*REQUIRED WORK*
After locating the line that contains "ring dip: (344, 151)" in the data below, set down exactly that line and each one after it through the line that contains "ring pip: (364, 166)", and nothing more.

*DATA EXTRACTS*
== Segment start ==

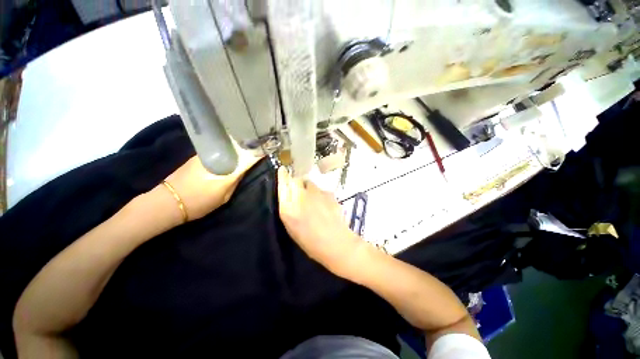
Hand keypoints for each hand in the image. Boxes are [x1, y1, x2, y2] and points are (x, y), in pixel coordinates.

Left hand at [161, 151, 261, 221]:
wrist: (168, 202)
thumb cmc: (199, 202)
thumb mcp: (223, 197)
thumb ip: (234, 182)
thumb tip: (242, 171)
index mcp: (225, 169)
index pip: (246, 159)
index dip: (256, 155)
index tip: (264, 151)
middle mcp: (216, 158)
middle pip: (236, 149)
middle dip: (246, 148)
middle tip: (254, 149)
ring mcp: (205, 155)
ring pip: (225, 149)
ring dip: (235, 149)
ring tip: (242, 151)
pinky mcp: (196, 156)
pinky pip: (216, 151)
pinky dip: (224, 152)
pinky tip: (227, 156)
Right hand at [277, 167, 363, 274]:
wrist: (336, 243)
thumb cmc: (310, 241)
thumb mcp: (292, 227)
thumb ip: (289, 207)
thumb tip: (290, 193)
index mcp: (289, 207)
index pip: (283, 184)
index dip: (283, 176)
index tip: (282, 170)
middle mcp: (302, 196)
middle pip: (296, 180)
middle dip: (297, 183)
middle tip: (300, 193)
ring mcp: (317, 193)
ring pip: (310, 183)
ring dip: (309, 189)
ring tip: (314, 201)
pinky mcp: (329, 193)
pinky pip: (321, 190)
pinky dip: (320, 195)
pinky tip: (324, 206)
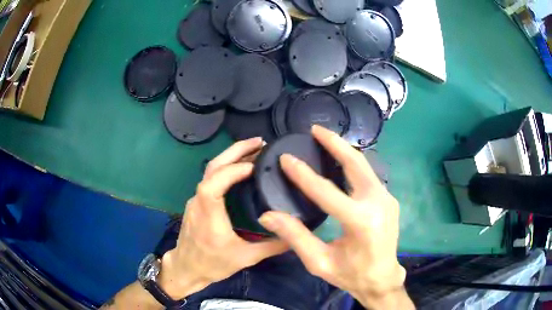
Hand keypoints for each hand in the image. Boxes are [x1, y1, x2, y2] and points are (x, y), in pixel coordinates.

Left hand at [159, 138, 287, 299]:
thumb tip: (296, 235)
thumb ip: (272, 246)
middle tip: (259, 142)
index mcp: (209, 215)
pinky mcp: (197, 202)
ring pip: (210, 170)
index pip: (214, 183)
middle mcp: (199, 201)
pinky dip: (227, 168)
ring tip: (254, 150)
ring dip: (231, 156)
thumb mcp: (246, 258)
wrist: (186, 268)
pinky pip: (210, 178)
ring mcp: (196, 200)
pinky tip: (241, 169)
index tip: (257, 164)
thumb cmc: (213, 264)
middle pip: (212, 167)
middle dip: (235, 150)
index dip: (233, 170)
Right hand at [258, 126, 411, 308]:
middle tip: (315, 129)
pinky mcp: (388, 200)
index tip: (285, 158)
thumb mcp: (319, 262)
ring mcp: (387, 199)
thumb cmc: (351, 275)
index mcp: (361, 221)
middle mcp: (378, 203)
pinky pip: (368, 176)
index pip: (326, 191)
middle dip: (335, 143)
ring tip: (325, 139)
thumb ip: (295, 237)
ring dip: (344, 151)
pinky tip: (340, 162)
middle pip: (356, 164)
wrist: (382, 279)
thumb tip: (268, 216)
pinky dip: (353, 165)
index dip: (302, 174)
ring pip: (364, 166)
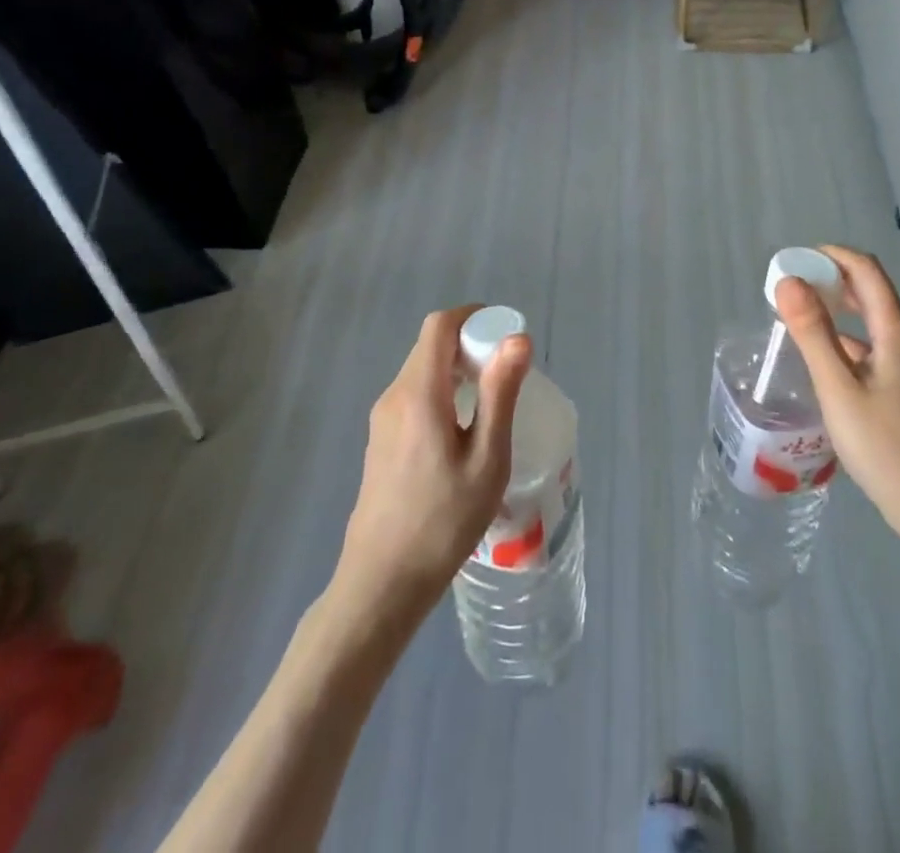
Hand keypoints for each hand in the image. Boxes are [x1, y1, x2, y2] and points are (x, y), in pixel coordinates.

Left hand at [334, 307, 530, 622]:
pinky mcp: (381, 440)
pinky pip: (415, 395)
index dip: (473, 316)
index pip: (440, 326)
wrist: (382, 583)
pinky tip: (464, 431)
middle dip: (470, 343)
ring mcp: (382, 419)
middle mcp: (394, 396)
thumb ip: (500, 394)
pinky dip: (443, 391)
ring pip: (423, 370)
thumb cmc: (443, 522)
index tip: (505, 335)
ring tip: (492, 403)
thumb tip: (517, 339)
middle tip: (507, 373)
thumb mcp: (486, 459)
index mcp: (419, 394)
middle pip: (431, 345)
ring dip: (457, 369)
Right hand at [774, 246, 899, 554]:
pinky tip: (819, 360)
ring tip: (795, 319)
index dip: (829, 255)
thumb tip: (788, 281)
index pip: (865, 269)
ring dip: (835, 308)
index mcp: (896, 330)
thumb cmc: (885, 446)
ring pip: (869, 320)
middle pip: (869, 290)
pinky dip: (843, 338)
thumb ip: (813, 332)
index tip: (791, 261)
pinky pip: (870, 346)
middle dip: (829, 278)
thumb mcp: (839, 388)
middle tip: (787, 289)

== Segment end ==

*OUTPUT OF THE EXERCISE*
ring dip: (344, 151)
pinky tip: (340, 162)
middle pip: (356, 164)
wrist: (382, 279)
thumb tip: (268, 216)
pinky dip: (353, 165)
index dip: (302, 174)
ring pip: (364, 166)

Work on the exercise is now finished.